Politikus ekstrem kanan asal Flandria, Filip Dewinter, menuai sorotan setelah membuat pernyataan kontroversial di media sosial usai pertandingan sepak bola yang berlangsung di Stadion Bosuilstadion, Antwerp, Belgia. Dalam unggahannya, Dewinter mengaitkan kekalahan tim dengan narasi berbau Islamofobia, yang memicu kritik keras di kalangan masyarakat dan pengamat politik.
Pernyataan Dewinter dinilai sengaja menargetkan komunitas Muslim di wilayah Flandria serta dianggap bertujuan memelihara rasa ketakutan dan ancaman budaya di tengah masyarakat. Sejumlah pihak menilai, taktik ini kerap digunakan oleh kelompok ekstrem kanan untuk menggalang dukungan lewat isu xenofobia dan membangun krisis buatan, yang pada akhirnya dapat merusak kerukunan serta keutuhan masyarakat yang multikultural di Belgia.

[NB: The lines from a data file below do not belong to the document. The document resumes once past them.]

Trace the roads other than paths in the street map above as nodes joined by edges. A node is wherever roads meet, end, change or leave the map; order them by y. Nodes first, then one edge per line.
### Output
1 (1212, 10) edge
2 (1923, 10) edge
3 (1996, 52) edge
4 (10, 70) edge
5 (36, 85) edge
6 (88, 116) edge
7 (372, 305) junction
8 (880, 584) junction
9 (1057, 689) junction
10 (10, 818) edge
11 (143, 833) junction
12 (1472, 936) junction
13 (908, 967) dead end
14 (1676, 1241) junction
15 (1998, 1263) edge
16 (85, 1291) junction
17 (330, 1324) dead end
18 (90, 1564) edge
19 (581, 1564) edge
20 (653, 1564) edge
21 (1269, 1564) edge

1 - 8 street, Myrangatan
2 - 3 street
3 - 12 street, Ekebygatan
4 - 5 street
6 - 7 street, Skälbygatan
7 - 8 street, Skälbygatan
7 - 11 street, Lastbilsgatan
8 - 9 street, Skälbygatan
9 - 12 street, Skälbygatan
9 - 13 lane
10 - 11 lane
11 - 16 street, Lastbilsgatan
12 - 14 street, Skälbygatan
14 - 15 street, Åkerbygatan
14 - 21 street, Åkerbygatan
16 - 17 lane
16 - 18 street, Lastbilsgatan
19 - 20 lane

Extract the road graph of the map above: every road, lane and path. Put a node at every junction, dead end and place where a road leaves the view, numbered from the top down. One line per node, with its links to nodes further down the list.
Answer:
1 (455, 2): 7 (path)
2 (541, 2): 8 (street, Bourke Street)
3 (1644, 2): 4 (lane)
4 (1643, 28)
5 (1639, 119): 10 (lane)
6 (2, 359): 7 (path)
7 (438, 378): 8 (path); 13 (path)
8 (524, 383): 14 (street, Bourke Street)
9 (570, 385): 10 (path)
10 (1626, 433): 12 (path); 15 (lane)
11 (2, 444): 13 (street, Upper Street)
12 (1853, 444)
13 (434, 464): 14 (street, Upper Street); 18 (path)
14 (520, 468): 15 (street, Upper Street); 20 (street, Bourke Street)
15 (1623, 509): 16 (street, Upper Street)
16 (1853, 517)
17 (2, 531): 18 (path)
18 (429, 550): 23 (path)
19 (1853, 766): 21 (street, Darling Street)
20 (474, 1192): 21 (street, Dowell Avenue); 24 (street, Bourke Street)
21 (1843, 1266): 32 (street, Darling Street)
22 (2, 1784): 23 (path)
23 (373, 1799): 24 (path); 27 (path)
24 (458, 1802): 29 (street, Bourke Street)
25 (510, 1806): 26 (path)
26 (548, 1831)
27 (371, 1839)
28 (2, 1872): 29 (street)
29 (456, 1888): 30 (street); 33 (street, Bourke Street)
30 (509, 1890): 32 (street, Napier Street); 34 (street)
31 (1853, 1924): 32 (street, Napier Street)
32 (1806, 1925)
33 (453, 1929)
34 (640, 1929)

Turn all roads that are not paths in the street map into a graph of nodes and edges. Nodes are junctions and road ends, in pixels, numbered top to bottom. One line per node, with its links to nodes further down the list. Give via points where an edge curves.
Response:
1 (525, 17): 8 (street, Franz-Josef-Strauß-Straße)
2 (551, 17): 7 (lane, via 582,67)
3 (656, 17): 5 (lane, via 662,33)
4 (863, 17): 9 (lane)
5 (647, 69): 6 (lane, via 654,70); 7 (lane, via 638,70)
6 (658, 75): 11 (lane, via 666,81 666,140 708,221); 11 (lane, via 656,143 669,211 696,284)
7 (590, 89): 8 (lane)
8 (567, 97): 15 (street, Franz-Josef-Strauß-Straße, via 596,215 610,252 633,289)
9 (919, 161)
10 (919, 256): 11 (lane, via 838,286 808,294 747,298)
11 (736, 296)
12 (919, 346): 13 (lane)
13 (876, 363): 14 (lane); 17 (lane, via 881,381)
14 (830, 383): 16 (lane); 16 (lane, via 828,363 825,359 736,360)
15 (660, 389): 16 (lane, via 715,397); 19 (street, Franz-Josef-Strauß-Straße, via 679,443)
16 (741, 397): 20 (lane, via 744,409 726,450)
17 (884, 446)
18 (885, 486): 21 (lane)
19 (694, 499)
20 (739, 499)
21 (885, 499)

Sikap lembaga Uni Eropa terkait ujaran kebencian dan aksi provokatif yang dinilai merusak nilai-nilai demokrasi, turut menjadi sorotan. Meski Uni Eropa menyatakan komitmennya terhadap perlindungan hak asasi manusia dan prinsip-prinsip demokrasi, muncul pertanyaan di publik mengenai mengapa belum terlihat langkah tegas untuk menghadapi meningkatnya retorika ekstrem kanan dan rasisme di negara-negara anggota.